Now let’s break down the logic behind this interpolation. Remember, when we input \(L(0)\) into our function, we want the first term in our sequence to pop out. Let’s analyze how the \(l_i(x)\) function allows this. Notice that if we input \(x_i\) into the function, that the terms will all cancel out. This results in the function simplifying to one, which is multiplied by \(y_i\) in our \(L(x)\) function. Along with this, whenever we input any other term in the sequence (\(x_k, k\not = i\)), the fraction that uses \(x_k\) results in a zero in the numerator, making the entire function zero. These two facts combined guarantee that \(L(x_i) = y_i\).

Let’s see this in action with a small sequence of 1,4,8. Our polynomial function ends up being:

\[L(x) = (1)\frac{x-1}{0-1}\cdot\frac{x-2}{0-2} + (4)\frac{x-0}{1-0}\cdot\frac{x-2}{1-2} + (8)\frac{x-0}{2-0}\cdot\frac{x-1}{2-1}\]
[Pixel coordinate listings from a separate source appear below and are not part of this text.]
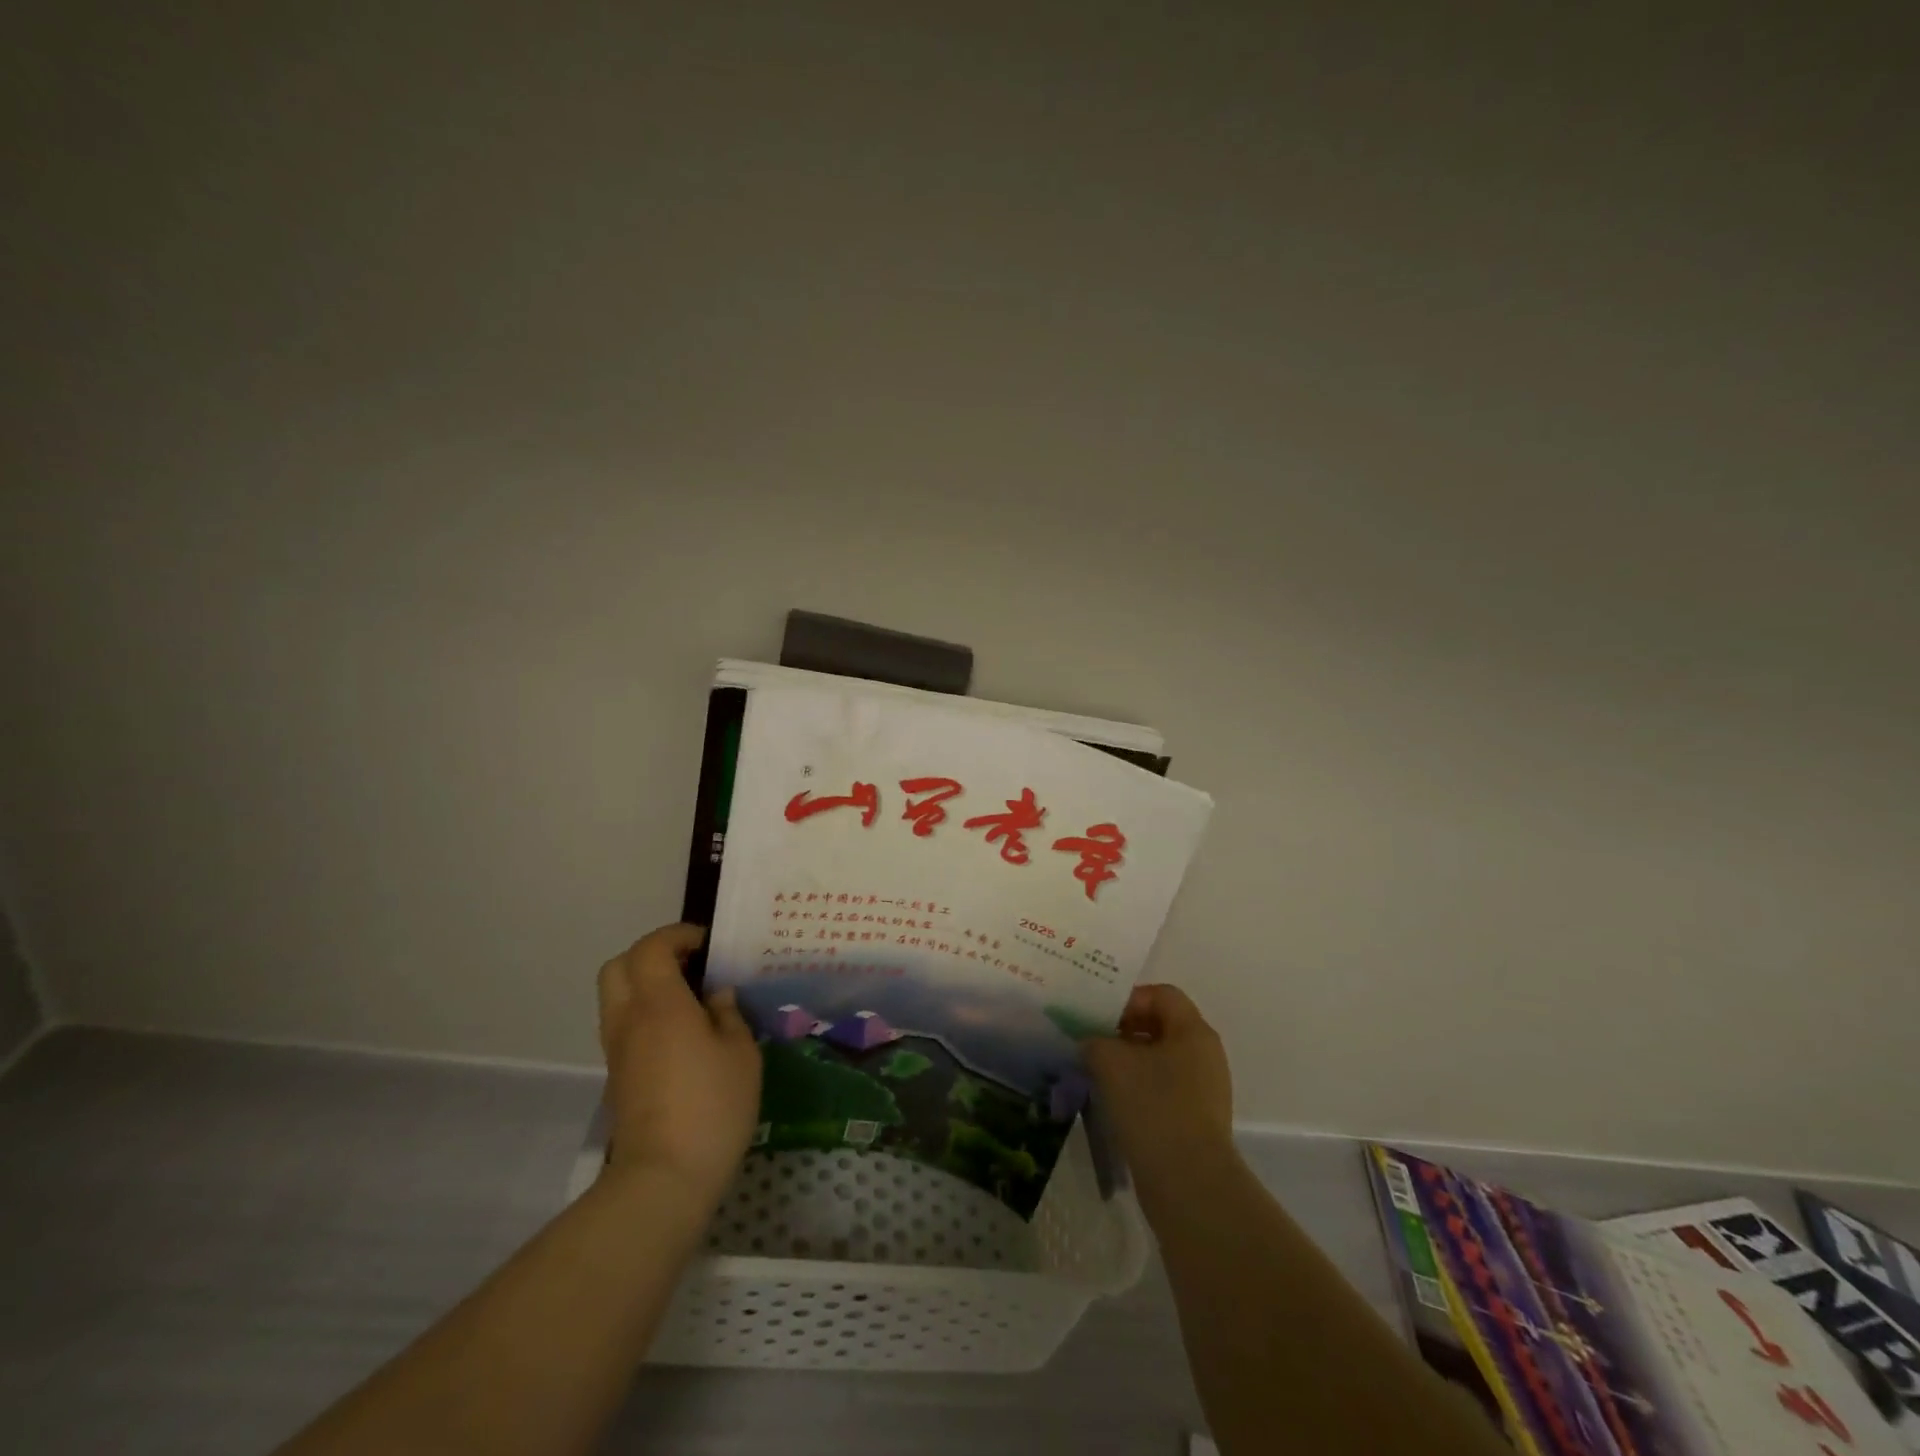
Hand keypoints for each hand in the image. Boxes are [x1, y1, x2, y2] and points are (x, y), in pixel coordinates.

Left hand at [596, 924, 761, 1208]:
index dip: (677, 936)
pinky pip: (624, 1025)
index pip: (651, 948)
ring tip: (689, 998)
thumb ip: (728, 1014)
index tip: (708, 945)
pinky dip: (645, 1013)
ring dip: (646, 984)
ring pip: (617, 996)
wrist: (663, 1178)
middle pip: (619, 966)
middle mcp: (629, 1020)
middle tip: (689, 965)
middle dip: (652, 955)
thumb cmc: (712, 1106)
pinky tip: (682, 1033)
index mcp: (660, 1004)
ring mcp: (618, 1050)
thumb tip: (716, 996)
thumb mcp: (741, 1053)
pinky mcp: (618, 1077)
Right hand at [1082, 984, 1235, 1196]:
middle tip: (1091, 1043)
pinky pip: (1163, 1091)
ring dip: (1127, 1064)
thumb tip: (1091, 1043)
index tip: (1098, 1018)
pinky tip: (1112, 1105)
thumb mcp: (1110, 1061)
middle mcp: (1205, 1055)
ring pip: (1159, 1062)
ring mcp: (1204, 1091)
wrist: (1188, 1183)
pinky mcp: (1196, 1122)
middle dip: (1123, 1032)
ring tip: (1096, 1075)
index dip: (1128, 999)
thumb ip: (1094, 1040)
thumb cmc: (1152, 1106)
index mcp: (1193, 1031)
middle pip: (1160, 1027)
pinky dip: (1137, 1091)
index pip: (1161, 995)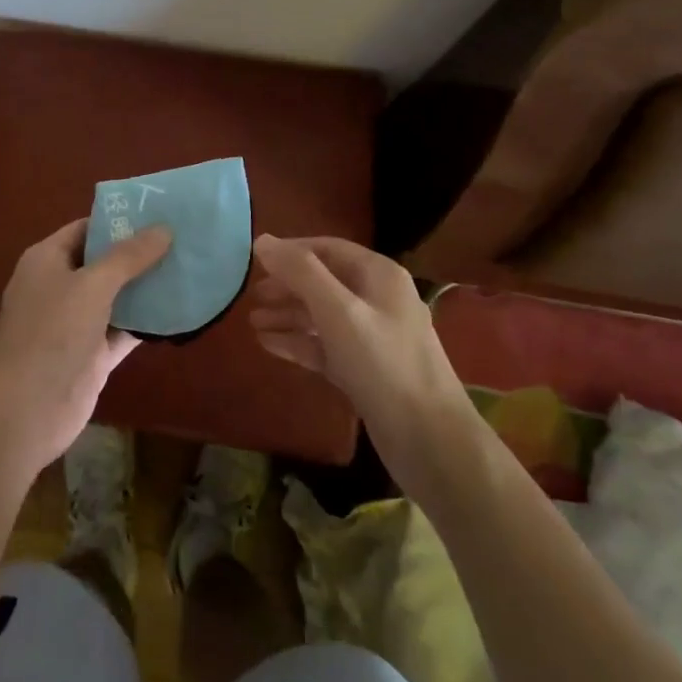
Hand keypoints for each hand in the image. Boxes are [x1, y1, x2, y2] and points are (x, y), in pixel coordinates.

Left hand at [0, 218, 170, 477]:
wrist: (24, 411)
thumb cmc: (52, 333)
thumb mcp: (92, 285)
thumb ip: (128, 256)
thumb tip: (163, 228)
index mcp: (47, 260)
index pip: (85, 229)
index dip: (119, 220)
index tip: (159, 213)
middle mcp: (60, 287)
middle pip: (104, 262)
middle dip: (139, 253)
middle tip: (183, 239)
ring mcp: (75, 324)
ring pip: (116, 297)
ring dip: (146, 288)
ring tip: (188, 268)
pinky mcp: (91, 356)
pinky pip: (122, 330)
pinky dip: (146, 323)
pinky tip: (179, 311)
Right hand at [249, 234, 475, 491]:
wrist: (430, 441)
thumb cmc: (383, 365)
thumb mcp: (338, 311)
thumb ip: (300, 273)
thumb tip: (262, 240)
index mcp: (379, 275)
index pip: (327, 248)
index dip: (290, 251)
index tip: (253, 260)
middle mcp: (378, 299)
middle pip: (323, 282)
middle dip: (286, 286)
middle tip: (250, 296)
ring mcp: (373, 336)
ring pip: (322, 316)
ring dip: (288, 315)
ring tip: (253, 322)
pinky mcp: (366, 370)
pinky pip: (326, 346)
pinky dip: (299, 342)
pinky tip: (269, 345)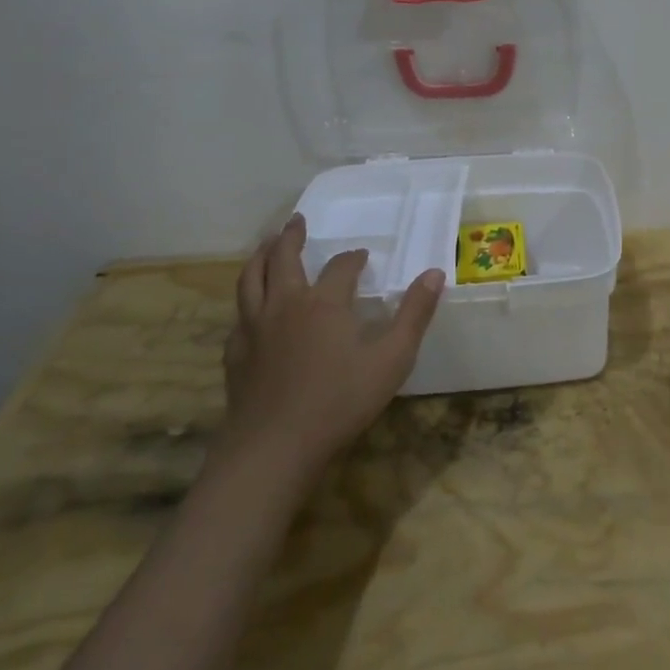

Here we can see the cancelling in action. Plug in the numbers 0,1,2 and see what happens! We can then use this function to plug in 3 and get an estimated output. This can be used in the Advent of Code puzzle to get the next number in the sequence.

If you are more programming-oriented, I have also included a C function below that mimics our lagrange function - hopefully it will help your understanding!

// Assume nums is an array of integers, and n is the length
// This function outputs the L(x) output, given an input x
int lagrange(int * nums, int n, int x) {
    float total = 0;
    for (int i = 0; i < n; i++) {
        float subtotal = *(nums + i); // Get output number (y)
        for (int j = 0; j < n; j++) {
            if (j == i) continue;
            subtotal *= ((float) (x - j)) / (i - j);
        }
        total += subtotal;
    }
    return (int) total;
}

Conclusion Extrusion

Learning computer science concepts in class is one thing - but being able to apply them when you least expect it is even more rewarding.

If you are interested in this puzzle, check out the rest of Advent of Code! Some amazing puzzles are crafted every year by Wastl.